WHAT YOU WILL DO -
Only the number is wanted: how many lines of these entries contain the word "DRIVE"?

:: DATA SUPPLIED

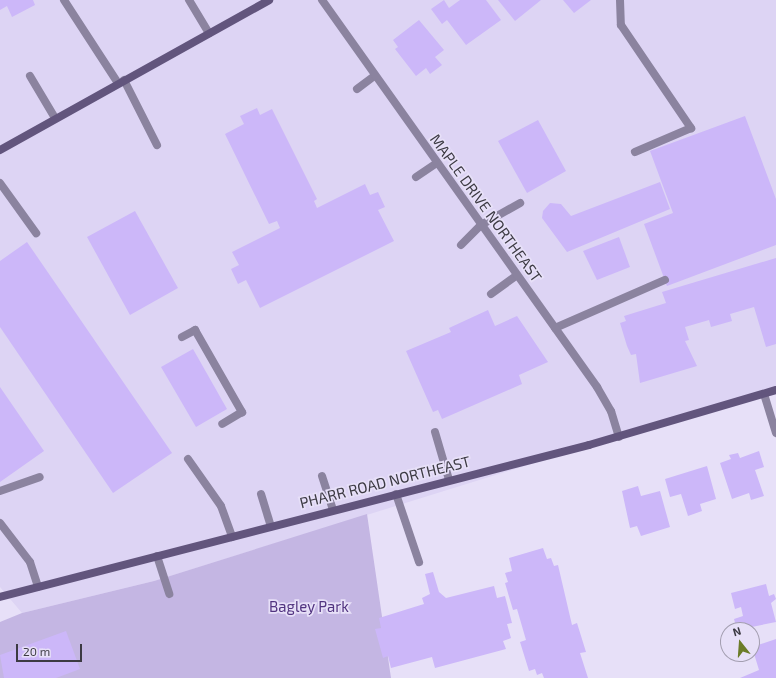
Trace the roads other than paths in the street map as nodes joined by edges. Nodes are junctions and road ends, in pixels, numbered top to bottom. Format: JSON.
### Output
{"nodes":[{"id":1,"x":64,"y":0,"type":"edge"},
{"id":2,"x":189,"y":0,"type":"edge"},
{"id":3,"x":269,"y":0,"type":"edge"},
{"id":4,"x":322,"y":0,"type":"edge"},
{"id":5,"x":620,"y":0,"type":"edge"},
{"id":6,"x":209,"y":33,"type":"junction"},
{"id":7,"x":30,"y":76,"type":"dead end"},
{"id":8,"x":374,"y":76,"type":"junction"},
{"id":9,"x":121,"y":82,"type":"junction"},
{"id":10,"x":357,"y":89,"type":"dead end"},
{"id":11,"x":55,"y":118,"type":"junction"},
{"id":12,"x":156,"y":145,"type":"dead end"},
{"id":13,"x":0,"y":150,"type":"edge"},
{"id":14,"x":634,"y":152,"type":"dead end"},
{"id":15,"x":436,"y":163,"type":"junction"},
{"id":16,"x":416,"y":177,"type":"dead end"},
{"id":17,"x":0,"y":183,"type":"edge"},
{"id":18,"x":520,"y":203,"type":"dead end"},
{"id":19,"x":481,"y":225,"type":"junction"},
{"id":20,"x":36,"y":233,"type":"dead end"},
{"id":21,"x":461,"y":245,"type":"dead end"},
{"id":22,"x":517,"y":275,"type":"junction"},
{"id":23,"x":665,"y":280,"type":"dead end"},
{"id":24,"x":490,"y":294,"type":"dead end"},
{"id":25,"x":555,"y":328,"type":"junction"},
{"id":26,"x":182,"y":337,"type":"dead end"},
{"id":27,"x":776,"y":390,"type":"edge"},
{"id":28,"x":764,"y":394,"type":"junction"},
{"id":29,"x":222,"y":424,"type":"dead end"},
{"id":30,"x":435,"y":432,"type":"dead end"},
{"id":31,"x":776,"y":433,"type":"edge"},
{"id":32,"x":619,"y":437,"type":"junction"},
{"id":33,"x":188,"y":459,"type":"dead end"},
{"id":34,"x":322,"y":476,"type":"dead end"},
{"id":35,"x":40,"y":477,"type":"dead end"},
{"id":36,"x":449,"y":480,"type":"junction"},
{"id":37,"x":0,"y":491,"type":"edge"},
{"id":38,"x":261,"y":494,"type":"dead end"},
{"id":39,"x":396,"y":494,"type":"junction"},
{"id":40,"x":333,"y":510,"type":"junction"},
{"id":41,"x":0,"y":523,"type":"edge"},
{"id":42,"x":270,"y":526,"type":"junction"},
{"id":43,"x":232,"y":537,"type":"junction"},
{"id":44,"x":157,"y":556,"type":"junction"},
{"id":45,"x":419,"y":562,"type":"dead end"},
{"id":46,"x":38,"y":587,"type":"junction"},
{"id":47,"x":169,"y":594,"type":"dead end"},
{"id":48,"x":0,"y":597,"type":"edge"}],
"edges":[{"from":1,"to":9,"type":"street"},
{"from":2,"to":6,"type":"street"},
{"from":3,"to":6,"type":"street"},
{"from":4,"to":8,"type":"street","name":"MAPLE DRIVE NORTHEAST"},
{"from":5,"to":14,"type":"street"},
{"from":6,"to":9,"type":"street"},
{"from":7,"to":11,"type":"street"},
{"from":8,"to":10,"type":"street"},
{"from":8,"to":15,"type":"street","name":"MAPLE DRIVE NORTHEAST"},
{"from":9,"to":11,"type":"street"},
{"from":9,"to":12,"type":"street"},
{"from":11,"to":13,"type":"street"},
{"from":15,"to":16,"type":"street"},
{"from":15,"to":19,"type":"street","name":"MAPLE DRIVE NORTHEAST"},
{"from":17,"to":20,"type":"street"},
{"from":18,"to":19,"type":"street"},
{"from":19,"to":21,"type":"street"},
{"from":19,"to":22,"type":"street","name":"MAPLE DRIVE NORTHEAST"},
{"from":22,"to":24,"type":"street"},
{"from":22,"to":25,"type":"street","name":"MAPLE DRIVE NORTHEAST"},
{"from":23,"to":25,"type":"street"},
{"from":25,"to":32,"type":"street","name":"MAPLE DRIVE NORTHEAST"},
{"from":26,"to":29,"type":"street"},
{"from":27,"to":28,"type":"street","name":"PHARR ROAD NORTHEAST"},
{"from":28,"to":31,"type":"street"},
{"from":28,"to":32,"type":"street","name":"PHARR ROAD NORTHEAST"},
{"from":30,"to":36,"type":"street"},
{"from":32,"to":36,"type":"street","name":"PHARR ROAD NORTHEAST"},
{"from":33,"to":43,"type":"street"},
{"from":34,"to":40,"type":"street"},
{"from":35,"to":37,"type":"street"},
{"from":36,"to":39,"type":"street","name":"PHARR ROAD NORTHEAST"},
{"from":38,"to":42,"type":"street"},
{"from":39,"to":40,"type":"street","name":"PHARR ROAD NORTHEAST"},
{"from":39,"to":45,"type":"street"},
{"from":40,"to":42,"type":"street","name":"PHARR ROAD NORTHEAST"},
{"from":41,"to":46,"type":"street"},
{"from":42,"to":43,"type":"street","name":"PHARR ROAD NORTHEAST"},
{"from":43,"to":44,"type":"street","name":"PHARR ROAD NORTHEAST"},
{"from":44,"to":46,"type":"street","name":"PHARR ROAD NORTHEAST"},
{"from":44,"to":47,"type":"street"},
{"from":46,"to":48,"type":"street","name":"PHARR ROAD NORTHEAST"}]}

::::

TASK OUTPUT -
6